Rejections never get any easier. My ‘thick skin’ never developed although I pretended it did. The only way I can move through a rejection is by repeating over and over in my head that it doesn’t matter; it’s subjective; there are other agents; this wasn’t my ‘time’ and carry on. So, carry on, I did. I enquired of the next ten agents on my list…
Then these rejections began dribbling back.
My submissions list, which I’d handwritten and given cheerful colours to, along with dates of sending, a ‘helpful comments’ box (which remained empty because I received none) and a date of return, became one side of A4, then two, then two and a half. Finally I stopped filling it in.
I also stopped announcing on social media that I was submitting or, in fact, doing anything remotely connected to writing, because I felt wounded. And when I feel wounded, like a wild animal, I retreat. I don’t want anyone to see me or ask me if they can help, because of course they can’t; if they tried I’d end up infecting anyone who came near me with sadness. So I withdrew.

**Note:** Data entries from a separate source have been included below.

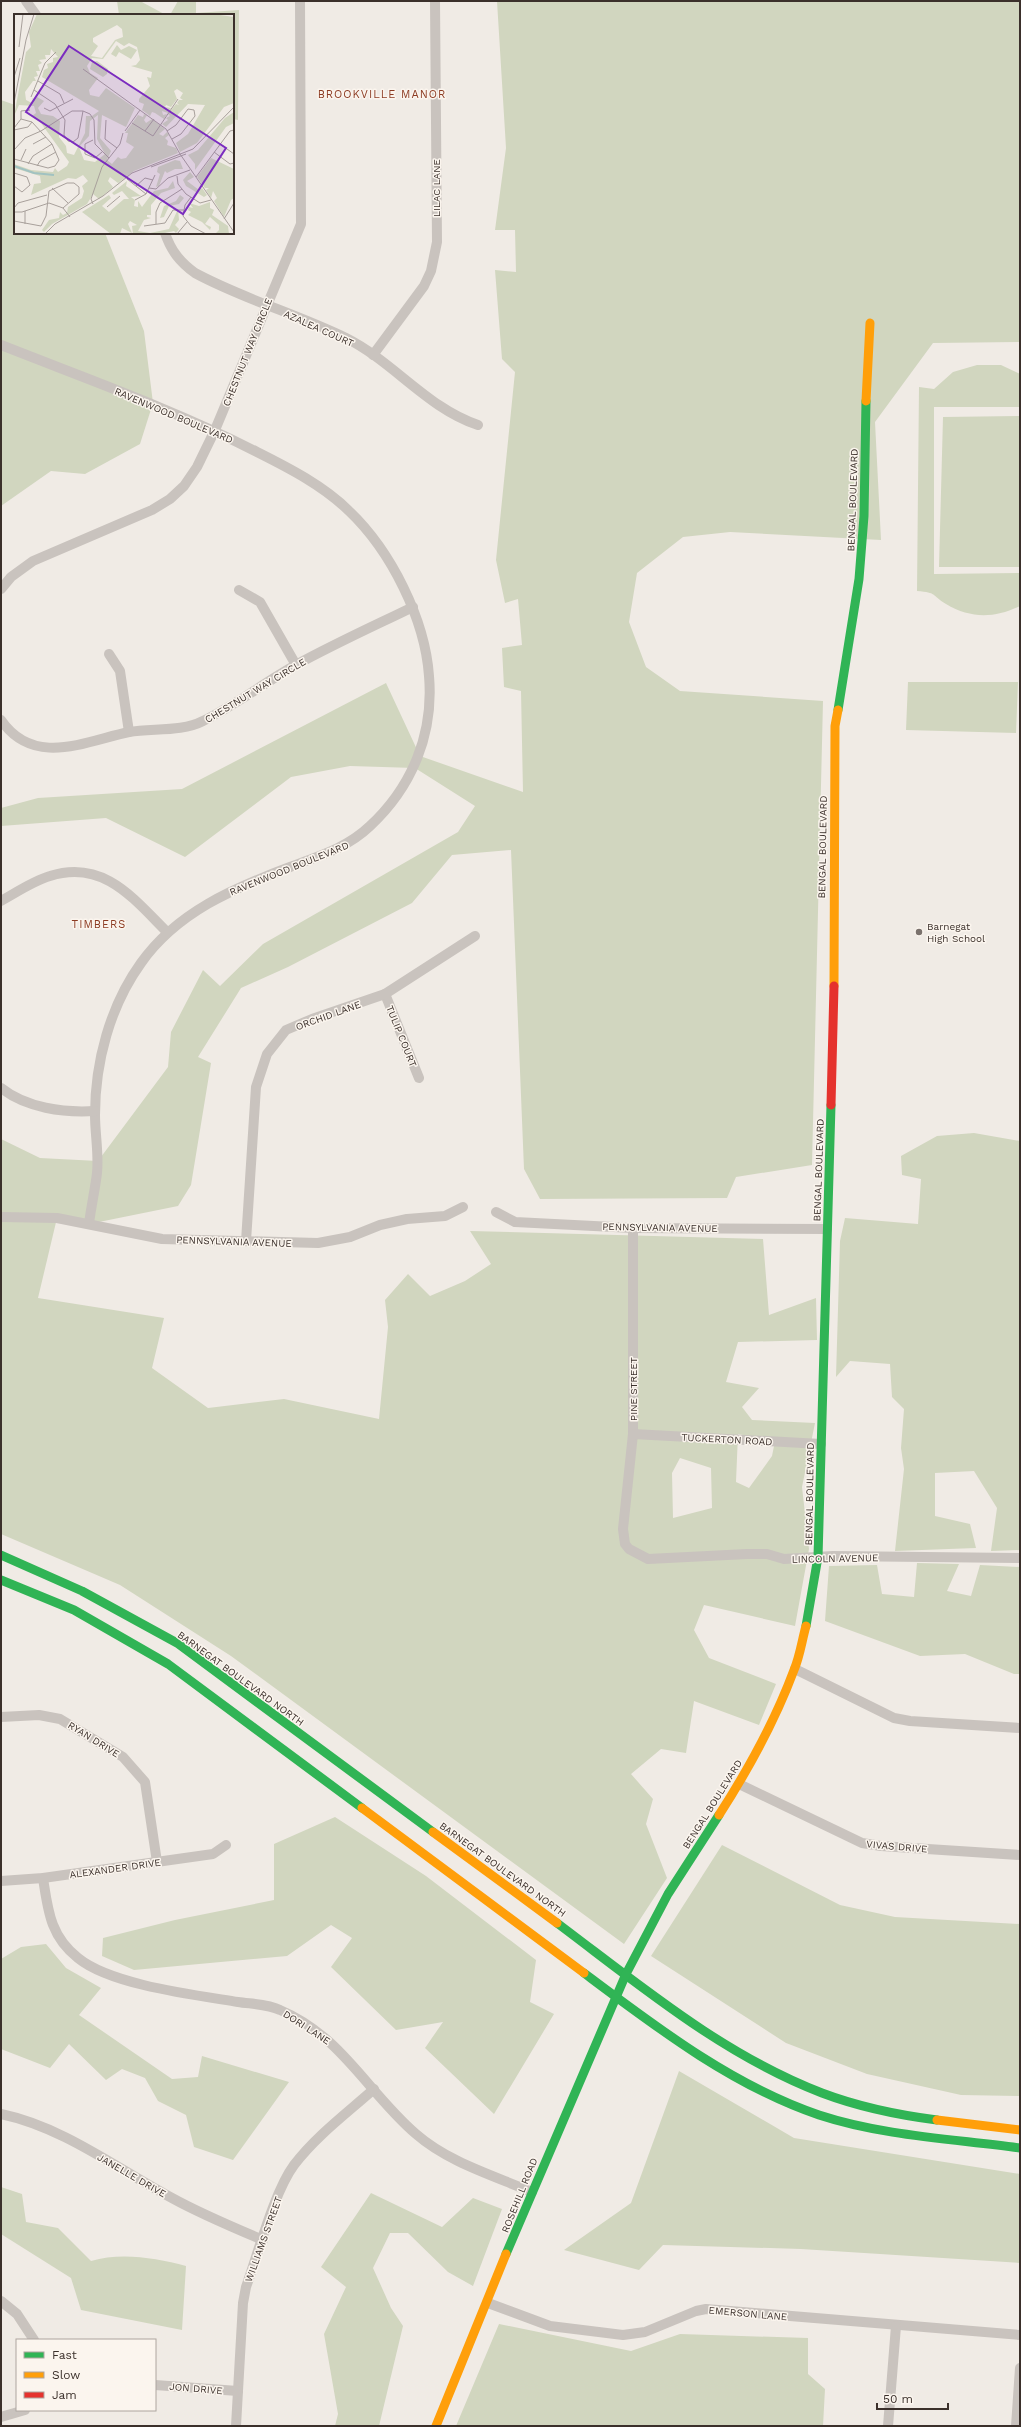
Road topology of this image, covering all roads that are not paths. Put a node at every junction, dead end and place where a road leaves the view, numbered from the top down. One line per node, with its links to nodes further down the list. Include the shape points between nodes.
1 (26, 1): 4 (street)
2 (300, 1): 6 (street, CHESTNUT WAY CIRCLE, via 301,224)
3 (435, 1): 9 (street, LILAC LANE, via 437,242 424,286)
4 (35, 14)
5 (165, 234): 6 (street, AZALEA COURT, via 181,263 195,273)
6 (265, 305): 9 (street, AZALEA COURT, via 347,338); 11 (street, CHESTNUT WAY CIRCLE)
7 (870, 323): 32 (street, BENGAL BOULEVARD, via 866,372 864,516 859,579 835,726 834,1020)
8 (1, 346): 11 (street, RAVENWOOD BOULEVARD)
9 (373, 355): 10 (street, AZALEA COURT, via 459,419)
10 (478, 425)
11 (215, 430): 12 (street, CHESTNUT WAY CIRCLE, via 197,467 184,486 170,499 152,510 33,561 11,577); 14 (street, RAVENWOOD BOULEVARD, via 280,463 329,494 350,512 392,568)
12 (1, 589)
13 (239, 590): 16 (street, via 260,602)
14 (413, 607): 16 (street, CHESTNUT WAY CIRCLE); 21 (street, RAVENWOOD BOULEVARD, via 424,636 428,661 429,715 418,760 391,804 353,841 225,894)
15 (109, 654): 19 (street, via 120,671)
16 (296, 665): 19 (street, CHESTNUT WAY CIRCLE, via 202,722)
17 (1, 720): 18 (street, CHESTNUT WAY CIRCLE)
18 (4, 732): 19 (street, CHESTNUT WAY CIRCLE, via 27,742 60,748 81,746)
19 (129, 732)
20 (1, 901): 21 (street, via 49,876 68,871 88,872 110,881 125,891)
21 (166, 931): 26 (street, RAVENWOOD BOULEVARD, via 140,963 115,1010 101,1059)
22 (475, 936): 23 (street, ORCHID LANE)
23 (385, 994): 24 (street, TULIP COURT); 33 (street, ORCHID LANE, via 286,1030 267,1054 256,1087)
24 (419, 1078)
25 (1, 1088): 26 (street, via 14,1098 43,1106 75,1112)
26 (95, 1111): 30 (street, RAVENWOOD BOULEVARD, via 97,1171)
27 (463, 1207): 33 (street, PENNSYLVANIA AVENUE, via 445,1216 407,1219 380,1225 350,1237 318,1243)
28 (496, 1212): 31 (street, PENNSYLVANIA AVENUE, via 515,1222)
29 (1, 1217): 30 (street, PENNSYLVANIA AVENUE, via 57,1218)
30 (89, 1224): 33 (street, PENNSYLVANIA AVENUE, via 162,1239)
31 (633, 1228): 32 (street, PENNSYLVANIA AVENUE); 34 (street, PINE STREET)
32 (827, 1229): 35 (street, BENGAL BOULEVARD)
33 (246, 1241)
34 (633, 1434): 35 (street, TUCKERTON ROAD); 36 (street, PINE STREET, via 622,1528 625,1544)
35 (821, 1444): 38 (street, BENGAL BOULEVARD)
36 (629, 1548): 38 (street, LINCOLN AVENUE, via 648,1559 747,1554 767,1554 784,1559)
37 (1, 1555): 50 (street, BARNEGAT BOULEVARD NORTH, via 82,1591 177,1643)
38 (818, 1557): 39 (street, LINCOLN AVENUE); 41 (street, BENGAL BOULEVARD, via 809,1612)
39 (1020, 1558)
40 (1, 1580): 51 (street, via 74,1610 168,1664)
41 (795, 1669): 43 (street, via 894,1718); 44 (street, BENGAL BOULEVARD, via 771,1723)
42 (1, 1718): 47 (street, RYAN DRIVE, via 39,1715 60,1719 123,1757 145,1782)
43 (1020, 1728)
44 (739, 1784): 46 (street, VIVAS DRIVE, via 862,1843); 50 (street, BENGAL BOULEVARD, via 668,1894)
45 (226, 1845): 47 (street, ALEXANDER DRIVE, via 213,1854)
46 (1020, 1855)
47 (157, 1862): 48 (street, ALEXANDER DRIVE)
48 (43, 1878): 49 (street, ALEXANDER DRIVE); 52 (street, DORI LANE, via 49,1916 58,1938 78,1958 94,1968 117,1976 170,1990 279,2009 307,2024 333,2043)
49 (1, 1881)
50 (626, 1974): 51 (street, ROSEHILL ROAD); 54 (street, BARNEGAT BOULEVARD NORTH, via 704,2032 762,2067 799,2084 866,2107)
51 (617, 1998): 55 (street, via 715,2065 766,2093 820,2115 880,2130); 56 (street, ROSEHILL ROAD)
52 (374, 2089): 56 (street, DORI LANE, via 414,2133 432,2148); 57 (street, WILLIAMS STREET, via 307,2150 293,2167 283,2185)
53 (1, 2114): 57 (street, JANELLE DRIVE, via 22,2118 70,2140 172,2198)
54 (1020, 2130)
55 (1020, 2148)
56 (532, 2192): 59 (street, ROSEHILL ROAD)
57 (263, 2240): 65 (street, WILLIAMS STREET, via 242,2303)
58 (1, 2301): 62 (street, via 17,2314)
59 (488, 2303): 60 (street, EMERSON LANE, via 550,2326 623,2335 645,2332 706,2309); 69 (street, ROSEHILL ROAD)
60 (896, 2326): 61 (street, EMERSON LANE); 70 (street)
61 (1020, 2335)
62 (33, 2339)
63 (1020, 2368): 71 (street)
64 (156, 2385): 65 (street, JON DRIVE)
65 (238, 2392): 68 (street, WILLIAMS STREET)
66 (22, 2411): 67 (street)
67 (1, 2417)
68 (236, 2426)
69 (436, 2426)
70 (888, 2426)
71 (1016, 2426)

I didn’t go to either graduation ceremony. Partly because of social anxiety, partly because of chronic pain, but mostly because I could hear how conversations would go and I had nothing to bolster my fragile confidence: “Yes, I finished my novel. No, nobody liked it“. My brain yelled at me that my manuscript tutor had lied when they’d said this was The One and I couldn’t imagine bumping into them because I knew I’d either sob or scream. I couldn’t do it. I’d already exhausted myself in my head. I’d failed.
However, and even though I hadn’t met any of them IRL, I hated the idea of losing contact with the students I’d worked close with for the past year. I also knew that the further back I retreated, the more likelihood there’d be of my disappearing altogether. So I volunteered to join the team assigned to produce the Bath Spa Anthology of 20-21 writing. A good move. I love a project; love putting things together and seeing an outcome.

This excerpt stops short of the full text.